§ Exercise directions: Read through the data and count the lines that contain the string "Lamarca"; give only the result.
********************
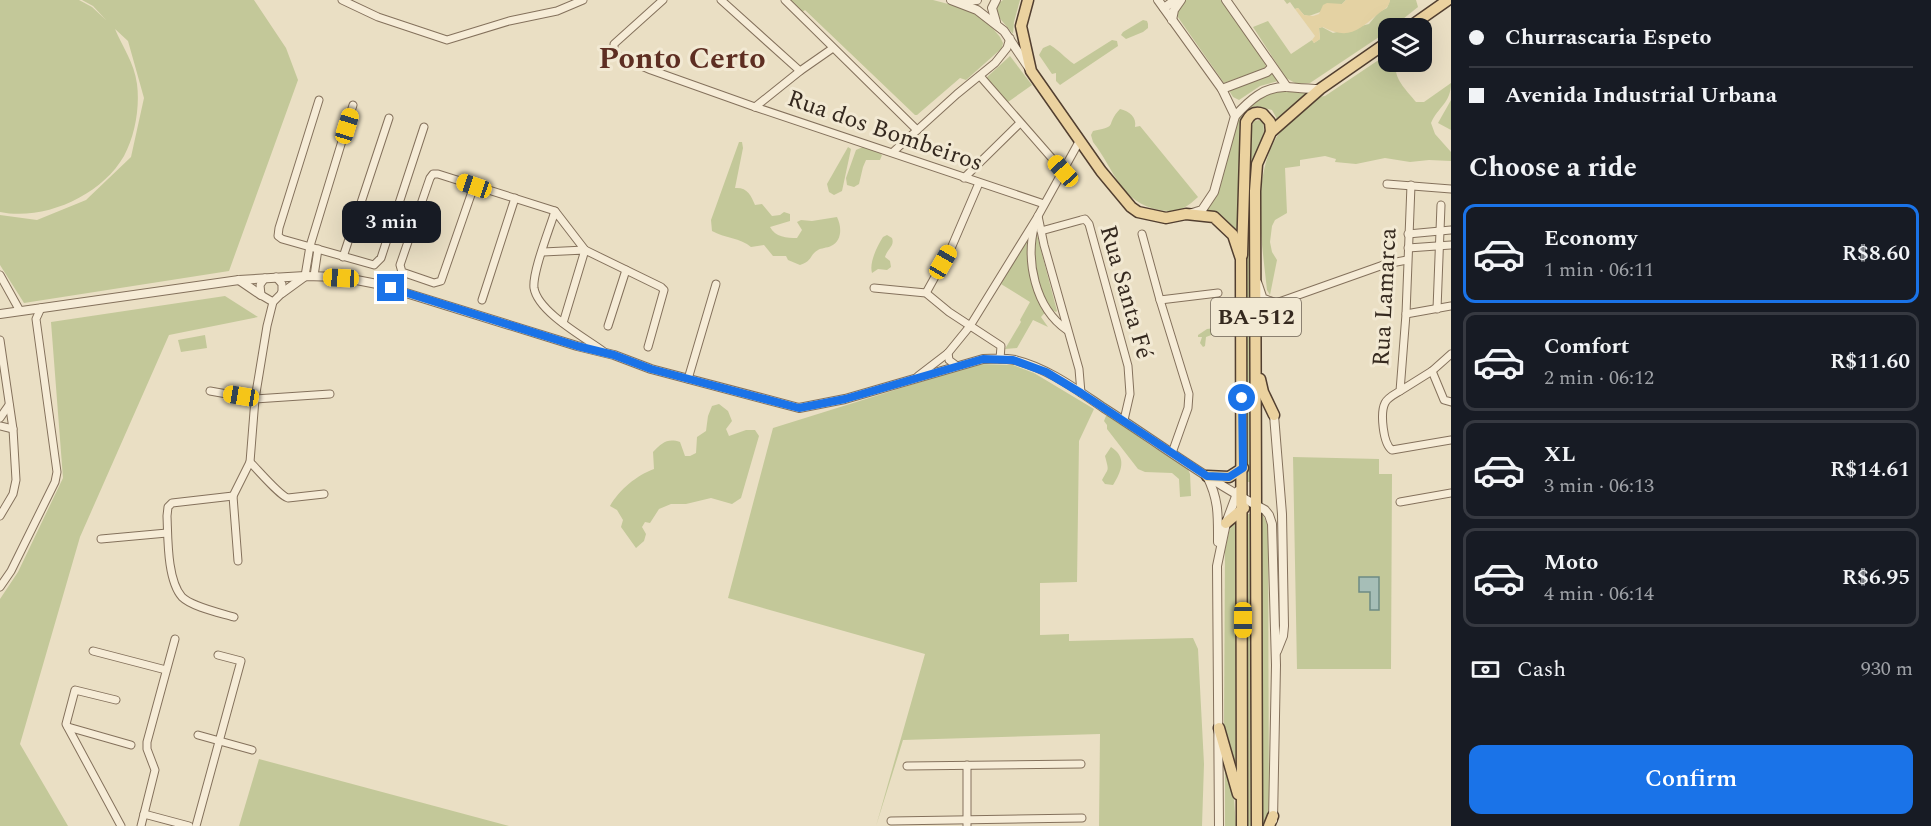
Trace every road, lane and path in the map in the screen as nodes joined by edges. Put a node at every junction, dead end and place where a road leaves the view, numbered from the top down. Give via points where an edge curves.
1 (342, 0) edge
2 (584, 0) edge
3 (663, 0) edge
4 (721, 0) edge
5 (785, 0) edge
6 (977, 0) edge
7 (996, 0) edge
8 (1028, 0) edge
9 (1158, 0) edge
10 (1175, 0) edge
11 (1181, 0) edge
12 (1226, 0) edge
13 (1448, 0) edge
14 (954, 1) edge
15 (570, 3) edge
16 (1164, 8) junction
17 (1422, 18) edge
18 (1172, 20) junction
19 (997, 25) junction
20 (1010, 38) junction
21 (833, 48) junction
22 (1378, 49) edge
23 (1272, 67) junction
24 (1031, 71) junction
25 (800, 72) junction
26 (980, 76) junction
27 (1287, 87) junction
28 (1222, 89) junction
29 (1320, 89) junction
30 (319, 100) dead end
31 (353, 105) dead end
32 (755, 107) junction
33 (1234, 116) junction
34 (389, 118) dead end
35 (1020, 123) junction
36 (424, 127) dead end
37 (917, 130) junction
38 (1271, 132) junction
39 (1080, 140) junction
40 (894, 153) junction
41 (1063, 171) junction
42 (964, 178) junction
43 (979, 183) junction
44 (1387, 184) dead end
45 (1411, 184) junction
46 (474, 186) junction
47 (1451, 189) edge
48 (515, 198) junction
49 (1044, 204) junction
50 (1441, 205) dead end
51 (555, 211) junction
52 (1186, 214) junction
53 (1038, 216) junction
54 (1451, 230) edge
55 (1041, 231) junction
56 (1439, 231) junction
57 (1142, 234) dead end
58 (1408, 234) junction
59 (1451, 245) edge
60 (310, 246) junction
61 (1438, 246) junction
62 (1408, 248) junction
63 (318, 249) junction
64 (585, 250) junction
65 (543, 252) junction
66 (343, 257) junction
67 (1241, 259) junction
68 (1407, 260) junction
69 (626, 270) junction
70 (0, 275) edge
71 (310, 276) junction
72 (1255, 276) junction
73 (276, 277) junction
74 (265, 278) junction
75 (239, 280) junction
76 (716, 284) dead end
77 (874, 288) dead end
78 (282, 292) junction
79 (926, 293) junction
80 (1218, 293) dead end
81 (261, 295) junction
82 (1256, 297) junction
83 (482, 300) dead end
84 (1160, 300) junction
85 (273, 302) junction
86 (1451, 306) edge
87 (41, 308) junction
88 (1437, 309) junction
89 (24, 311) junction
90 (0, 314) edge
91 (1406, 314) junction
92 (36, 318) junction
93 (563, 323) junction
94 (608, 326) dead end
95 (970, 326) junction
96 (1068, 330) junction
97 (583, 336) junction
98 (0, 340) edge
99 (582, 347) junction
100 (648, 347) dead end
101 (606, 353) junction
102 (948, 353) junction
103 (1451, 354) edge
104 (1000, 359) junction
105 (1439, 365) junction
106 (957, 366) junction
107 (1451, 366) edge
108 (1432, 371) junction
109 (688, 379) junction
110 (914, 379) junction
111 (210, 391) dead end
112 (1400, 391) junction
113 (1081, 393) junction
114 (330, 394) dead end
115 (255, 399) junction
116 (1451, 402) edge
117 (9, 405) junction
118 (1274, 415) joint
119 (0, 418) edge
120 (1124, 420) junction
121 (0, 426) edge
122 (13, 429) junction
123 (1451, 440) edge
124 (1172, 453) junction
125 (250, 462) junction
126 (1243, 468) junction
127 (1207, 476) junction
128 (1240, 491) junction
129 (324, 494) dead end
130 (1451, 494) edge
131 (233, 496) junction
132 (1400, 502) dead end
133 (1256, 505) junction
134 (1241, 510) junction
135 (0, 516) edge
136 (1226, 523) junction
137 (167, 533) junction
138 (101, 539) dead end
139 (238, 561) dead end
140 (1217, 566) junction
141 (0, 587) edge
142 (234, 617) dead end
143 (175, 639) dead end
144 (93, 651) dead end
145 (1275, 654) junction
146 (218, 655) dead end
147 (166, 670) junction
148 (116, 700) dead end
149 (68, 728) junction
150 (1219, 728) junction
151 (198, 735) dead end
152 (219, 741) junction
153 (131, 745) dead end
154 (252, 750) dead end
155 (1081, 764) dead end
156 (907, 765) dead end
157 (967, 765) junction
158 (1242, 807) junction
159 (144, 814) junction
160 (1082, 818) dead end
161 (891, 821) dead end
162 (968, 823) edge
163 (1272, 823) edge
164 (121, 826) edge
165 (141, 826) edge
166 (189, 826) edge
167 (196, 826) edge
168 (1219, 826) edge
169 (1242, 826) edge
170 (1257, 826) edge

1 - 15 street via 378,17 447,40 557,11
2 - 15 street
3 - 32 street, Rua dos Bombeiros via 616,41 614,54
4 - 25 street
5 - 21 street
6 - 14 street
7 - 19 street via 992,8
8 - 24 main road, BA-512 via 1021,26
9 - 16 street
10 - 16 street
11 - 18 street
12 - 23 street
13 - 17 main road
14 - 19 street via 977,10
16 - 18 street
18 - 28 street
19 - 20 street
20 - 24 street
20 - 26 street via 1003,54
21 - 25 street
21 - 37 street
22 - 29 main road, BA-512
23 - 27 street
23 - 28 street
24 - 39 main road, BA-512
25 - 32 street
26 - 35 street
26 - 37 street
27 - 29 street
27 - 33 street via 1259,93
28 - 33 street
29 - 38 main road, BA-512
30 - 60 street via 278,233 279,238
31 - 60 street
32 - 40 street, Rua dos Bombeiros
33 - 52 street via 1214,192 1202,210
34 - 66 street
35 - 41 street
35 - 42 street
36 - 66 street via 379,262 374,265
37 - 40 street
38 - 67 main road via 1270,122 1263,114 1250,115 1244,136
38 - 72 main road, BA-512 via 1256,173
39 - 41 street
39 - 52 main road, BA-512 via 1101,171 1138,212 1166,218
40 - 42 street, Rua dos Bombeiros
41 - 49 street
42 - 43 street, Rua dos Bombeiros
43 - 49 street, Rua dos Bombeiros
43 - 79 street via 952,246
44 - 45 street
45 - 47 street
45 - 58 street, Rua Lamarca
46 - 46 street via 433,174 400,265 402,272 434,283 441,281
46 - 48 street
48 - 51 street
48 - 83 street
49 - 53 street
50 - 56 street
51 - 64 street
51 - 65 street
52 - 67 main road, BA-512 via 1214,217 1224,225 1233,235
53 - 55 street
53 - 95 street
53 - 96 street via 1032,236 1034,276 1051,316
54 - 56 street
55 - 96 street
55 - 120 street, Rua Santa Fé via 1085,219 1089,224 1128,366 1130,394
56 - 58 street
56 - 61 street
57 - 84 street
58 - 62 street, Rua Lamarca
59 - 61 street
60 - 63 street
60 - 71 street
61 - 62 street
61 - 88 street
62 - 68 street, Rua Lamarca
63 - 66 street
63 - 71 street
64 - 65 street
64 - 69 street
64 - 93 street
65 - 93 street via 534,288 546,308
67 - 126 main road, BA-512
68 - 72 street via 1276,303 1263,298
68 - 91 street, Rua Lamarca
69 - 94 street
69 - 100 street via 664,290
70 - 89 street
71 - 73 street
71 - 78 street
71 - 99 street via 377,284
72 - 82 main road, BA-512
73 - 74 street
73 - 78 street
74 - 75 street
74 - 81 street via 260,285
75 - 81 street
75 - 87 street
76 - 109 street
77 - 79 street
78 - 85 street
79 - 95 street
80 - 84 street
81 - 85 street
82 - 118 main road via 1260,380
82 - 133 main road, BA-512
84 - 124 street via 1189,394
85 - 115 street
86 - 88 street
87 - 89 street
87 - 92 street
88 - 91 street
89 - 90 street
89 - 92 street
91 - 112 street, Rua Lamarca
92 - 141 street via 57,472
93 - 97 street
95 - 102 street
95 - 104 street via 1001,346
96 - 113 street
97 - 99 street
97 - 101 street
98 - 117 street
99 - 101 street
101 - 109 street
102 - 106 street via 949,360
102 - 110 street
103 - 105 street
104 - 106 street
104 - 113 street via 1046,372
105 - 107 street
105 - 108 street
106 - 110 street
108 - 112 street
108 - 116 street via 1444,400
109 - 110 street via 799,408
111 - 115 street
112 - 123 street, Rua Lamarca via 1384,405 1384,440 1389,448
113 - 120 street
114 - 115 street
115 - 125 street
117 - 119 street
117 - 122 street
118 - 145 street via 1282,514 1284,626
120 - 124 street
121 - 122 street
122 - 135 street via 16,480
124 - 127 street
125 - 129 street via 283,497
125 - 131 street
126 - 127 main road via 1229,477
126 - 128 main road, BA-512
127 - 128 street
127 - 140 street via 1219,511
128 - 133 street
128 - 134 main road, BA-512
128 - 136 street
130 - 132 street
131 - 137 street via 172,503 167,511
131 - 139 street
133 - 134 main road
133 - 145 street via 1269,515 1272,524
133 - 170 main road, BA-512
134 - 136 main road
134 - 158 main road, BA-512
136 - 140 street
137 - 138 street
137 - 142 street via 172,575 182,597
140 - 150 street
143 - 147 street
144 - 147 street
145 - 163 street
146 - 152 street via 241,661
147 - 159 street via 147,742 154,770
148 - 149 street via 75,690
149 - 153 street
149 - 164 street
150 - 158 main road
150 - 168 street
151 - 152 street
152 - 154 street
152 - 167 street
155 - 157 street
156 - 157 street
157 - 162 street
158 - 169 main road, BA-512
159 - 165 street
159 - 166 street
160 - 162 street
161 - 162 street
********************
§ Answer box: 6